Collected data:
====

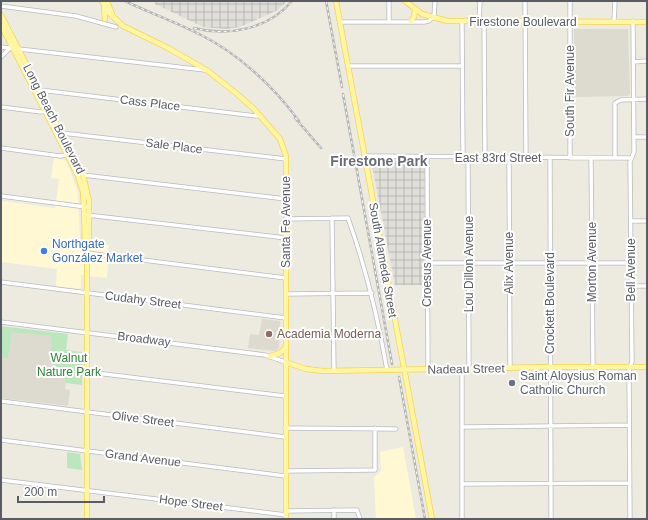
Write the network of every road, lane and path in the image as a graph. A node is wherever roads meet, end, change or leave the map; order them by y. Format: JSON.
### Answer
{"nodes":[{"id":1,"x":336,"y":1,"type":"edge"},
{"id":2,"x":389,"y":1,"type":"edge"},
{"id":3,"x":405,"y":1,"type":"edge"},
{"id":4,"x":435,"y":1,"type":"edge"},
{"id":5,"x":480,"y":1,"type":"edge"},
{"id":6,"x":525,"y":1,"type":"edge"},
{"id":7,"x":570,"y":1,"type":"edge"},
{"id":8,"x":615,"y":1,"type":"edge"},
{"id":9,"x":104,"y":2,"type":"edge"},
{"id":10,"x":1,"y":6,"type":"edge"},
{"id":11,"x":415,"y":10,"type":"junction"},
{"id":12,"x":112,"y":14,"type":"junction"},
{"id":13,"x":1,"y":15,"type":"edge"},
{"id":14,"x":432,"y":18,"type":"junction"},
{"id":15,"x":105,"y":19,"type":"junction"},
{"id":16,"x":98,"y":21,"type":"junction"},
{"id":17,"x":389,"y":21,"type":"junction"},
{"id":18,"x":411,"y":21,"type":"junction"},
{"id":19,"x":340,"y":22,"type":"junction"},
{"id":20,"x":462,"y":22,"type":"junction"},
{"id":21,"x":482,"y":22,"type":"junction"},
{"id":22,"x":525,"y":22,"type":"junction"},
{"id":23,"x":570,"y":22,"type":"junction"},
{"id":24,"x":614,"y":22,"type":"junction"},
{"id":25,"x":633,"y":22,"type":"junction"},
{"id":26,"x":647,"y":22,"type":"edge"},
{"id":27,"x":1,"y":24,"type":"edge"},
{"id":28,"x":116,"y":26,"type":"dead end"},
{"id":29,"x":1,"y":47,"type":"edge"},
{"id":30,"x":13,"y":47,"type":"junction"},
{"id":31,"x":19,"y":48,"type":"junction"},
{"id":32,"x":1,"y":57,"type":"edge"},
{"id":33,"x":647,"y":61,"type":"edge"},
{"id":34,"x":634,"y":62,"type":"junction"},
{"id":35,"x":348,"y":66,"type":"junction"},
{"id":36,"x":462,"y":66,"type":"junction"},
{"id":37,"x":208,"y":71,"type":"junction"},
{"id":38,"x":40,"y":90,"type":"junction"},
{"id":39,"x":634,"y":99,"type":"junction"},
{"id":40,"x":647,"y":99,"type":"edge"},
{"id":41,"x":1,"y":107,"type":"edge"},
{"id":42,"x":48,"y":110,"type":"junction"},
{"id":43,"x":259,"y":115,"type":"junction"},
{"id":44,"x":62,"y":133,"type":"junction"},
{"id":45,"x":634,"y":137,"type":"junction"},
{"id":46,"x":647,"y":137,"type":"edge"},
{"id":47,"x":1,"y":148,"type":"edge"},
{"id":48,"x":68,"y":155,"type":"junction"},
{"id":49,"x":364,"y":156,"type":"junction"},
{"id":50,"x":427,"y":158,"type":"junction"},
{"id":51,"x":463,"y":158,"type":"junction"},
{"id":52,"x":468,"y":158,"type":"junction"},
{"id":53,"x":485,"y":158,"type":"junction"},
{"id":54,"x":509,"y":158,"type":"junction"},
{"id":55,"x":526,"y":158,"type":"junction"},
{"id":56,"x":550,"y":158,"type":"junction"},
{"id":57,"x":570,"y":158,"type":"junction"},
{"id":58,"x":591,"y":158,"type":"junction"},
{"id":59,"x":615,"y":158,"type":"junction"},
{"id":60,"x":631,"y":158,"type":"junction"},
{"id":61,"x":286,"y":160,"type":"junction"},
{"id":62,"x":83,"y":175,"type":"junction"},
{"id":63,"x":1,"y":196,"type":"edge"},
{"id":64,"x":286,"y":199,"type":"junction"},
{"id":65,"x":87,"y":207,"type":"junction"},
{"id":66,"x":87,"y":215,"type":"junction"},
{"id":67,"x":332,"y":218,"type":"junction"},
{"id":68,"x":286,"y":219,"type":"junction"},
{"id":69,"x":631,"y":221,"type":"junction"},
{"id":70,"x":647,"y":221,"type":"edge"},
{"id":71,"x":286,"y":238,"type":"junction"},
{"id":72,"x":87,"y":252,"type":"junction"},
{"id":73,"x":427,"y":263,"type":"junction"},
{"id":74,"x":469,"y":263,"type":"junction"},
{"id":75,"x":509,"y":263,"type":"junction"},
{"id":76,"x":550,"y":263,"type":"junction"},
{"id":77,"x":592,"y":263,"type":"junction"},
{"id":78,"x":631,"y":263,"type":"junction"},
{"id":79,"x":286,"y":278,"type":"junction"},
{"id":80,"x":1,"y":282,"type":"edge"},
{"id":81,"x":631,"y":286,"type":"junction"},
{"id":82,"x":647,"y":286,"type":"edge"},
{"id":83,"x":87,"y":293,"type":"junction"},
{"id":84,"x":333,"y":293,"type":"junction"},
{"id":85,"x":372,"y":293,"type":"junction"},
{"id":86,"x":286,"y":294,"type":"junction"},
{"id":87,"x":286,"y":318,"type":"junction"},
{"id":88,"x":1,"y":322,"type":"edge"},
{"id":89,"x":88,"y":332,"type":"junction"},
{"id":90,"x":286,"y":347,"type":"junction"},
{"id":91,"x":270,"y":356,"type":"junction"},
{"id":92,"x":285,"y":362,"type":"junction"},
{"id":93,"x":551,"y":366,"type":"junction"},
{"id":94,"x":593,"y":367,"type":"junction"},
{"id":95,"x":630,"y":367,"type":"junction"},
{"id":96,"x":647,"y":367,"type":"edge"},
{"id":97,"x":510,"y":368,"type":"junction"},
{"id":98,"x":428,"y":369,"type":"junction"},
{"id":99,"x":462,"y":369,"type":"junction"},
{"id":100,"x":469,"y":369,"type":"junction"},
{"id":101,"x":387,"y":370,"type":"junction"},
{"id":102,"x":404,"y":370,"type":"junction"},
{"id":103,"x":334,"y":371,"type":"junction"},
{"id":104,"x":88,"y":372,"type":"junction"},
{"id":105,"x":285,"y":396,"type":"junction"},
{"id":106,"x":1,"y":401,"type":"edge"},
{"id":107,"x":87,"y":412,"type":"junction"},
{"id":108,"x":629,"y":424,"type":"junction"},
{"id":109,"x":551,"y":425,"type":"junction"},
{"id":110,"x":462,"y":426,"type":"junction"},
{"id":111,"x":286,"y":428,"type":"junction"},
{"id":112,"x":375,"y":428,"type":"junction"},
{"id":113,"x":396,"y":428,"type":"dead end"},
{"id":114,"x":286,"y":437,"type":"junction"},
{"id":115,"x":1,"y":440,"type":"edge"},
{"id":116,"x":87,"y":450,"type":"junction"},
{"id":117,"x":286,"y":471,"type":"junction"},
{"id":118,"x":285,"y":476,"type":"junction"},
{"id":119,"x":1,"y":480,"type":"edge"},
{"id":120,"x":551,"y":483,"type":"junction"},
{"id":121,"x":629,"y":483,"type":"junction"},
{"id":122,"x":462,"y":484,"type":"junction"},
{"id":123,"x":87,"y":491,"type":"junction"},
{"id":124,"x":334,"y":510,"type":"junction"},
{"id":125,"x":286,"y":515,"type":"edge"},
{"id":126,"x":87,"y":519,"type":"edge"},
{"id":127,"x":334,"y":519,"type":"edge"},
{"id":128,"x":360,"y":519,"type":"edge"},
{"id":129,"x":432,"y":519,"type":"edge"},
{"id":130,"x":462,"y":519,"type":"edge"},
{"id":131,"x":551,"y":519,"type":"edge"},
{"id":132,"x":630,"y":519,"type":"edge"}],
"edges":[{"from":1,"to":19,"type":"main road","name":"South Alameda Street"},
{"from":2,"to":17,"type":"street"},
{"from":3,"to":11,"type":"main road","name":"Firestone Boulevard"},
{"from":4,"to":14,"type":"street"},
{"from":5,"to":21,"type":"street"},
{"from":6,"to":22,"type":"street"},
{"from":7,"to":23,"type":"street","name":"South Fir Avenue"},
{"from":8,"to":24,"type":"street"},
{"from":9,"to":12,"type":"main road","name":"Santa Fe Avenue"},
{"from":9,"to":15,"type":"main road"},
{"from":10,"to":16,"type":"street"},
{"from":11,"to":14,"type":"main road","name":"Firestone Boulevard"},
{"from":11,"to":18,"type":"main road"},
{"from":12,"to":15,"type":"street"},
{"from":12,"to":37,"type":"main road","name":"Santa Fe Avenue"},
{"from":13,"to":31,"type":"main road","name":"Long Beach Boulevard"},
{"from":14,"to":18,"type":"street"},
{"from":14,"to":20,"type":"main road","name":"Firestone Boulevard"},
{"from":15,"to":16,"type":"street"},
{"from":16,"to":28,"type":"street"},
{"from":17,"to":18,"type":"street"},
{"from":17,"to":19,"type":"street"},
{"from":19,"to":35,"type":"main road","name":"South Alameda Street"},
{"from":20,"to":21,"type":"main road","name":"Firestone Boulevard"},
{"from":20,"to":36,"type":"street"},
{"from":21,"to":22,"type":"main road","name":"Firestone Boulevard"},
{"from":21,"to":53,"type":"street"},
{"from":22,"to":23,"type":"main road","name":"Firestone Boulevard"},
{"from":22,"to":55,"type":"street"},
{"from":23,"to":24,"type":"main road","name":"Firestone Boulevard"},
{"from":23,"to":57,"type":"street","name":"South Fir Avenue"},
{"from":24,"to":25,"type":"main road","name":"Firestone Boulevard"},
{"from":25,"to":26,"type":"main road","name":"Firestone Boulevard"},
{"from":25,"to":34,"type":"street","name":"Bell Avenue"},
{"from":27,"to":30,"type":"main road","name":"Long Beach Boulevard"},
{"from":29,"to":30,"type":"street"},
{"from":30,"to":31,"type":"street"},
{"from":30,"to":32,"type":"street"},
{"from":30,"to":42,"type":"main road","name":"Long Beach Boulevard"},
{"from":31,"to":37,"type":"street"},
{"from":31,"to":38,"type":"main road","name":"Long Beach Boulevard"},
{"from":33,"to":34,"type":"street"},
{"from":34,"to":39,"type":"street","name":"Bell Avenue"},
{"from":35,"to":36,"type":"street"},
{"from":35,"to":49,"type":"main road","name":"South Alameda Street"},
{"from":36,"to":51,"type":"street"},
{"from":37,"to":43,"type":"main road","name":"Santa Fe Avenue"},
{"from":38,"to":42,"type":"main road","name":"Long Beach Boulevard"},
{"from":38,"to":43,"type":"street","name":"Cass Place"},
{"from":39,"to":40,"type":"street"},
{"from":39,"to":45,"type":"street","name":"Bell Avenue"},
{"from":39,"to":59,"type":"street"},
{"from":41,"to":42,"type":"street"},
{"from":42,"to":44,"type":"main road","name":"Long Beach Boulevard"},
{"from":42,"to":48,"type":"main road","name":"Long Beach Boulevard"},
{"from":43,"to":61,"type":"main road","name":"Santa Fe Avenue"},
{"from":44,"to":61,"type":"street","name":"Sale Place"},
{"from":44,"to":62,"type":"main road","name":"Long Beach Boulevard"},
{"from":45,"to":46,"type":"street"},
{"from":45,"to":60,"type":"street","name":"Bell Avenue"},
{"from":47,"to":48,"type":"street"},
{"from":48,"to":65,"type":"main road","name":"Long Beach Boulevard"},
{"from":49,"to":50,"type":"street","name":"East 83rd Street"},
{"from":49,"to":102,"type":"main road","name":"South Alameda Street"},
{"from":50,"to":51,"type":"street","name":"East 83rd Street"},
{"from":50,"to":73,"type":"street","name":"Croesus Avenue"},
{"from":51,"to":52,"type":"street","name":"East 83rd Street"},
{"from":52,"to":53,"type":"street","name":"East 83rd Street"},
{"from":52,"to":74,"type":"street","name":"Lou Dillon Avenue"},
{"from":53,"to":54,"type":"street","name":"East 83rd Street"},
{"from":54,"to":55,"type":"street","name":"East 83rd Street"},
{"from":54,"to":75,"type":"street","name":"Alix Avenue"},
{"from":55,"to":56,"type":"street","name":"East 83rd Street"},
{"from":56,"to":57,"type":"street","name":"East 83rd Street"},
{"from":56,"to":76,"type":"street","name":"Crockett Boulevard"},
{"from":57,"to":58,"type":"street","name":"East 83rd Street"},
{"from":58,"to":59,"type":"street","name":"East 83rd Street"},
{"from":58,"to":77,"type":"street","name":"Morton Avenue"},
{"from":59,"to":60,"type":"street","name":"East 83rd Street"},
{"from":60,"to":69,"type":"street","name":"Bell Avenue"},
{"from":61,"to":64,"type":"main road","name":"Santa Fe Avenue"},
{"from":62,"to":64,"type":"street"},
{"from":62,"to":65,"type":"main road","name":"Long Beach Boulevard"},
{"from":63,"to":65,"type":"street"},
{"from":64,"to":68,"type":"main road","name":"Santa Fe Avenue"},
{"from":65,"to":66,"type":"main road","name":"Long Beach Boulevard"},
{"from":66,"to":71,"type":"street"},
{"from":66,"to":72,"type":"main road","name":"Long Beach Boulevard"},
{"from":67,"to":68,"type":"street"},
{"from":67,"to":84,"type":"street"},
{"from":67,"to":85,"type":"street","name":"South Alameda Street"},
{"from":68,"to":71,"type":"main road","name":"Santa Fe Avenue"},
{"from":69,"to":70,"type":"street"},
{"from":69,"to":78,"type":"street","name":"Bell Avenue"},
{"from":71,"to":79,"type":"main road","name":"Santa Fe Avenue"},
{"from":72,"to":79,"type":"street"},
{"from":72,"to":83,"type":"main road","name":"Long Beach Boulevard"},
{"from":73,"to":74,"type":"street"},
{"from":73,"to":98,"type":"street","name":"Croesus Avenue"},
{"from":74,"to":75,"type":"street"},
{"from":74,"to":100,"type":"street","name":"Lou Dillon Avenue"},
{"from":75,"to":76,"type":"street"},
{"from":75,"to":97,"type":"street","name":"Alix Avenue"},
{"from":76,"to":77,"type":"street"},
{"from":76,"to":93,"type":"street","name":"Crockett Boulevard"},
{"from":77,"to":78,"type":"street"},
{"from":77,"to":94,"type":"street","name":"Morton Avenue"},
{"from":78,"to":81,"type":"street","name":"Bell Avenue"},
{"from":79,"to":86,"type":"main road","name":"Santa Fe Avenue"},
{"from":80,"to":83,"type":"street","name":"Cudahy Street"},
{"from":81,"to":82,"type":"street"},
{"from":81,"to":95,"type":"street","name":"Bell Avenue"},
{"from":83,"to":87,"type":"street","name":"Cudahy Street"},
{"from":83,"to":89,"type":"main road","name":"Long Beach Boulevard"},
{"from":84,"to":85,"type":"street"},
{"from":84,"to":86,"type":"street"},
{"from":84,"to":103,"type":"street"},
{"from":85,"to":101,"type":"street","name":"South Alameda Street"},
{"from":86,"to":87,"type":"main road","name":"Santa Fe Avenue"},
{"from":87,"to":90,"type":"main road","name":"Santa Fe Avenue"},
{"from":88,"to":89,"type":"street","name":"Broadway"},
{"from":89,"to":91,"type":"street","name":"Broadway"},
{"from":89,"to":104,"type":"main road","name":"Long Beach Boulevard"},
{"from":90,"to":91,"type":"main road"},
{"from":90,"to":92,"type":"main road","name":"Santa Fe Avenue"},
{"from":91,"to":92,"type":"street","name":"Broadway"},
{"from":92,"to":103,"type":"main road","name":"Nadeau Street"},
{"from":92,"to":105,"type":"main road","name":"Santa Fe Avenue"},
{"from":93,"to":94,"type":"main road","name":"Nadeau Street"},
{"from":93,"to":97,"type":"main road","name":"Nadeau Street"},
{"from":93,"to":109,"type":"street","name":"Crockett Boulevard"},
{"from":94,"to":95,"type":"main road","name":"Nadeau Street"},
{"from":95,"to":96,"type":"main road","name":"Nadeau Street"},
{"from":95,"to":108,"type":"street","name":"Bell Avenue"},
{"from":97,"to":100,"type":"main road","name":"Nadeau Street"},
{"from":98,"to":99,"type":"main road","name":"Nadeau Street"},
{"from":98,"to":102,"type":"main road","name":"Nadeau Street"},
{"from":99,"to":100,"type":"main road","name":"Nadeau Street"},
{"from":99,"to":110,"type":"street"},
{"from":101,"to":102,"type":"main road","name":"Nadeau Street"},
{"from":101,"to":103,"type":"main road","name":"Nadeau Street"},
{"from":102,"to":129,"type":"main road","name":"South Alameda Street"},
{"from":104,"to":105,"type":"street"},
{"from":104,"to":107,"type":"main road","name":"Long Beach Boulevard"},
{"from":105,"to":111,"type":"main road","name":"Santa Fe Avenue"},
{"from":106,"to":107,"type":"street","name":"Olive Street"},
{"from":107,"to":114,"type":"street","name":"Olive Street"},
{"from":107,"to":116,"type":"main road","name":"Long Beach Boulevard"},
{"from":108,"to":109,"type":"street"},
{"from":108,"to":121,"type":"street","name":"Bell Avenue"},
{"from":109,"to":110,"type":"street"},
{"from":109,"to":120,"type":"street","name":"Crockett Boulevard"},
{"from":110,"to":122,"type":"street"},
{"from":111,"to":112,"type":"street"},
{"from":111,"to":114,"type":"main road","name":"Santa Fe Avenue"},
{"from":112,"to":113,"type":"street"},
{"from":112,"to":117,"type":"street"},
{"from":114,"to":117,"type":"main road","name":"Santa Fe Avenue"},
{"from":115,"to":116,"type":"street","name":"Grand Avenue"},
{"from":116,"to":118,"type":"street","name":"Grand Avenue"},
{"from":116,"to":123,"type":"main road","name":"Long Beach Boulevard"},
{"from":117,"to":118,"type":"main road","name":"Santa Fe Avenue"},
{"from":118,"to":125,"type":"main road","name":"Santa Fe Avenue"},
{"from":119,"to":123,"type":"street","name":"Hope Street"},
{"from":120,"to":121,"type":"street"},
{"from":120,"to":122,"type":"street"},
{"from":120,"to":131,"type":"street","name":"Crockett Boulevard"},
{"from":121,"to":132,"type":"street","name":"Bell Avenue"},
{"from":122,"to":130,"type":"street"},
{"from":123,"to":125,"type":"street","name":"Hope Street"},
{"from":123,"to":126,"type":"main road","name":"Long Beach Boulevard"},
{"from":124,"to":125,"type":"street","name":"Hope Street"},
{"from":124,"to":127,"type":"street"},
{"from":124,"to":128,"type":"street","name":"Hope Street"}]}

====

*YOUR TASK*
Where the word "Grand" appears in a line of the data above, tally that line; then give the total and nothing more.

*THE COMPLETED TASK*
2